Blue Skye, of course, is a 3D computer animation studio, but the studio has done a remarkable job in combining the 3D techniques with Schulz’s essentially flat drawings. This means that there are added textures and 3D settings in which the characters can move around and about.
But at no point the characters get distorted or become too realistic for their own good. Blue Sky doesn’t fall into the trap of Sony Animation’s ‘The Smurfs’ (2011), uglifying the original designs by trying to make them too realistic.
In fact, the studio does an amazing job in transferring Schulz’s drawings into a 3D world. It’s refreshing to see that the crew did no ill-conceived attempt to ‘update’ the characters and their setting. There are no new characters introduced, but also no computers or cellphones in sight, but old-fashioned rotary phones and typewriters.

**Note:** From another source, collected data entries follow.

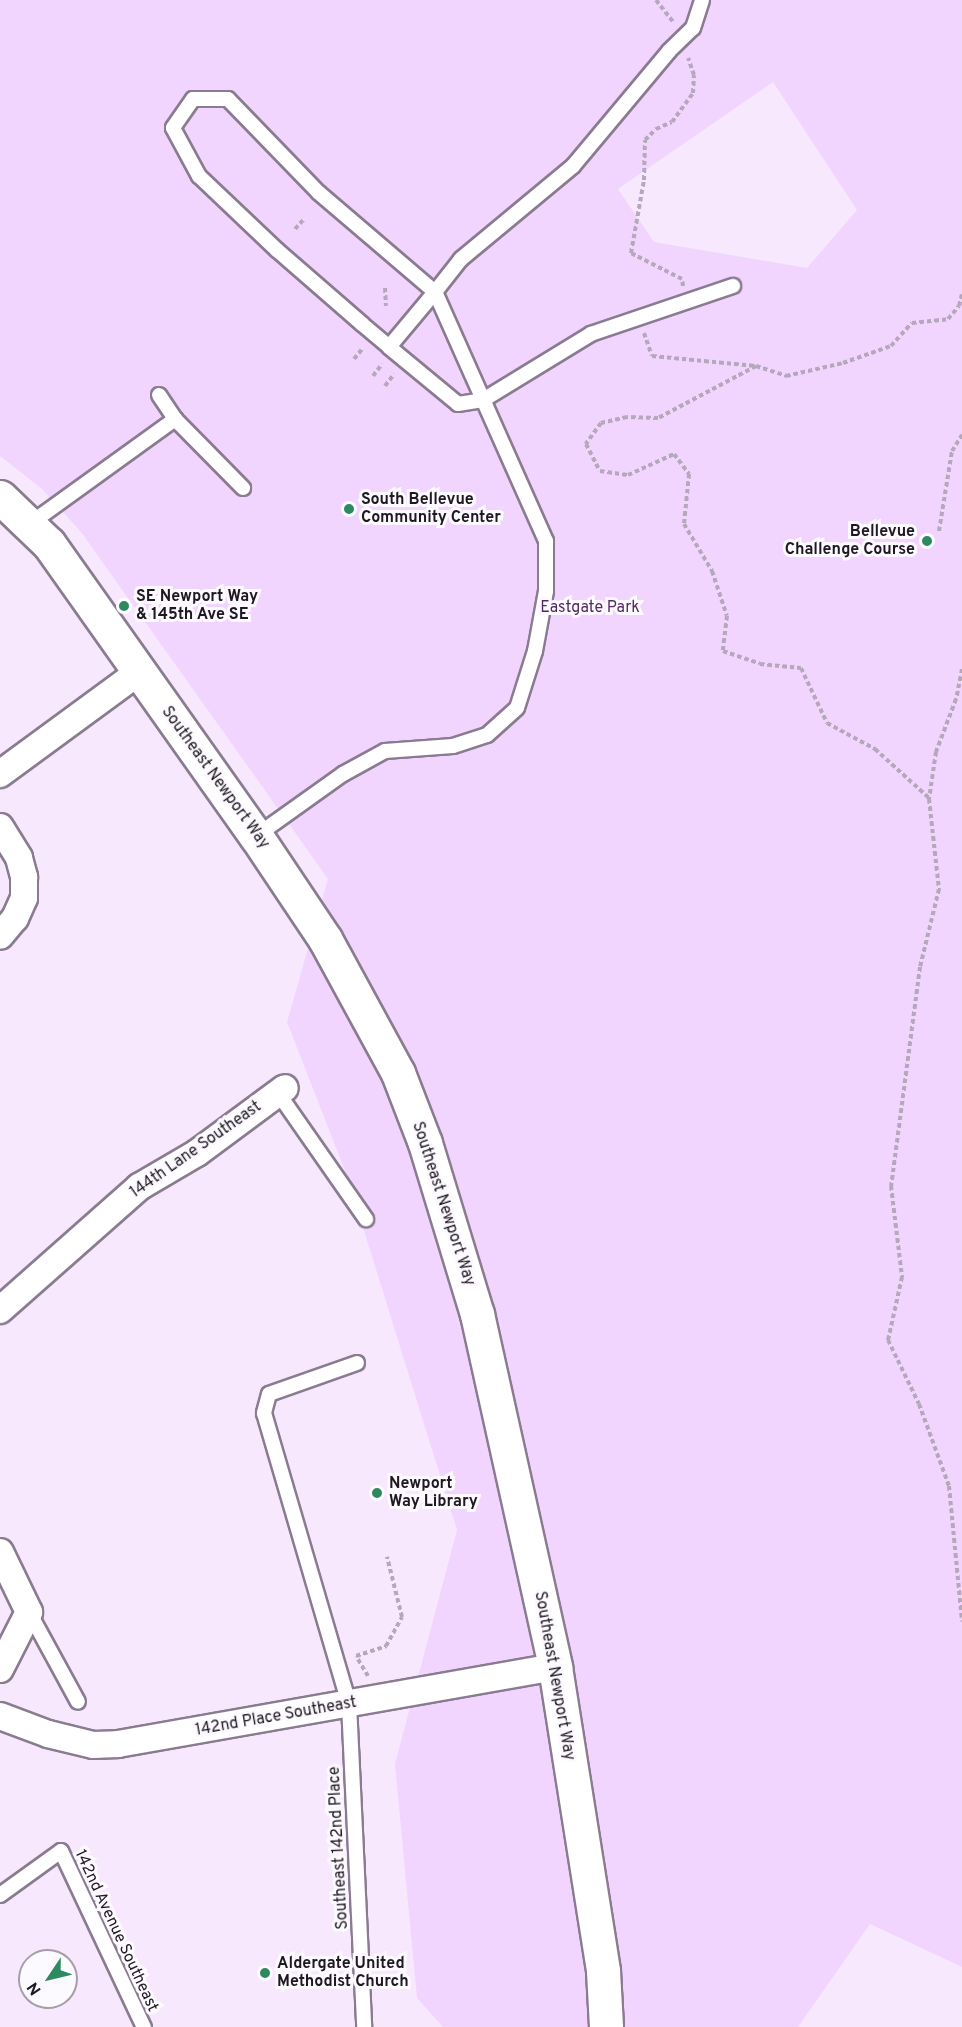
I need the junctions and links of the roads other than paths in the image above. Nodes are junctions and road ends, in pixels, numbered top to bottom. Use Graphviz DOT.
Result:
graph roads {
  1 [pos="702,0"];
  2 [pos="733,286"];
  3 [pos="435,292"];
  4 [pos="388,353"];
  5 [pos="159,395"];
  6 [pos="483,400"];
  7 [pos="175,419"];
  8 [pos="243,488"];
  9 [pos="0,497"];
  10 [pos="31,523"];
  11 [pos="139,672"];
  12 [pos="0,774"];
  13 [pos="0,827"];
  14 [pos="256,836"];
  15 [pos="8,927"];
  16 [pos="281,1090"];
  17 [pos="366,1219"];
  18 [pos="0,1310"];
  19 [pos="357,1363"];
  20 [pos="0,1552"];
  21 [pos="29,1612"];
  22 [pos="555,1667"];
  23 [pos="0,1669"];
  24 [pos="78,1702"];
  25 [pos="349,1704"];
  26 [pos="0,1716"];
  27 [pos="0,1895"];
  28 [pos="144,2027"];
  29 [pos="364,2027"];
  30 [pos="606,2027"];
  1 -- 3 [label="lane"];
  2 -- 6 [label="lane"];
  3 -- 4 [label="lane"];
  3 -- 4 [label="lane"];
  3 -- 6 [label="lane"];
  4 -- 6 [label="lane"];
  5 -- 7 [label="lane"];
  6 -- 14 [label="lane"];
  7 -- 8 [label="lane"];
  7 -- 10 [label="lane"];
  9 -- 10 [label="main road, Southeast Newport Way"];
  10 -- 11 [label="main road, Southeast Newport Way"];
  11 -- 12 [label="street"];
  11 -- 14 [label="main road, Southeast Newport Way"];
  13 -- 15 [label="street"];
  14 -- 22 [label="main road, Southeast Newport Way"];
  16 -- 17 [label="lane"];
  16 -- 18 [label="street, 144th Lane Southeast"];
  19 -- 25 [label="lane, Southeast 142nd Place"];
  20 -- 21 [label="street"];
  21 -- 23 [label="street"];
  21 -- 24 [label="lane"];
  22 -- 25 [label="street, 142nd Place Southeast"];
  22 -- 30 [label="main road, Southeast Newport Way"];
  25 -- 26 [label="street, 142nd Place Southeast"];
  25 -- 29 [label="lane, Southeast 142nd Place"];
  27 -- 28 [label="lane, 142nd Avenue Southeast"];
}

And, true to the original comic, no adult can be seen, not even partly. Instead, we have the famous baseball mound, and even a scene featuring the stone wall present in so many comic strip panels. Even better, during the opening and in some thought scenes the film reverts back to Schulz’s original black and white 2D style, rendering the style of the original comic strip convincingly, indeed.
Moreover, the film is not only faithful to the original comic strip, but also to Bill Melendez’s animated interpretations of it (1965-2006). This means that all children are voiced by real children, all adults by a trombone sound (courtesy of Troy “Trombone” Shorty), and Snoopy’s and Woodstock’s incomprehensible jabberings by Bill Melendez himself (Melendez had died in 2008, so the vocalizations all come from archive material, but you’d never notice). The film clearly plays homage to Melendez’s vision, copying the dance moves of several characters from ‘A Charlie Brown Christmas’ (1965). Moreover, the film starts with two of Vince Guaraldi’s tunes for that famed first Peanuts television special: the iconic and intoxicating ‘Linus and Lucy’ and ‘Skating’.
All familiar Peanuts characters are introduced in the intro, even older ones like Shermy, Patty, Violet, Frieda and Pig Pen. But as every Peanut fan would hope, the film concentrates firmly on Charlie Brown, leaving all the other characters, except Lucy, rather sketchy. Even Linus hardly gets screen presence. As I’m a lifelong Peanuts fan, it’s hard for me to guess what impression the gang makes on newbies. For example, there’s Marcie, calling Peppermint Patty sir, and Lucy having a psychiatrist’s booth in the street. Wouldn’t this strike odd to newcomers? I’ve no idea, for as a fan, these familiar tropes are most welcome.
As said, the film concentrates on Charlie Brown. The film essentially is his story. We watch him playing baseball and flying kites, and failing at both, but the crew chose the most moving of all of Charlie Brown’s subplots: his love for the little red-haired girl. In the movie, she moves in as Charlie Brown’s neighbor, and becomes his new classmate. Unlike the strip, in which Charlie Brown’s dream girl is never seen, the little red-haired girl gets screen presence. But the crew cleverly keeps her mysterious, offering us just glimpses of her during most of the movie. Thus we see her mostly with Charlie Brown’s eyes as a desirable but unreachable creature.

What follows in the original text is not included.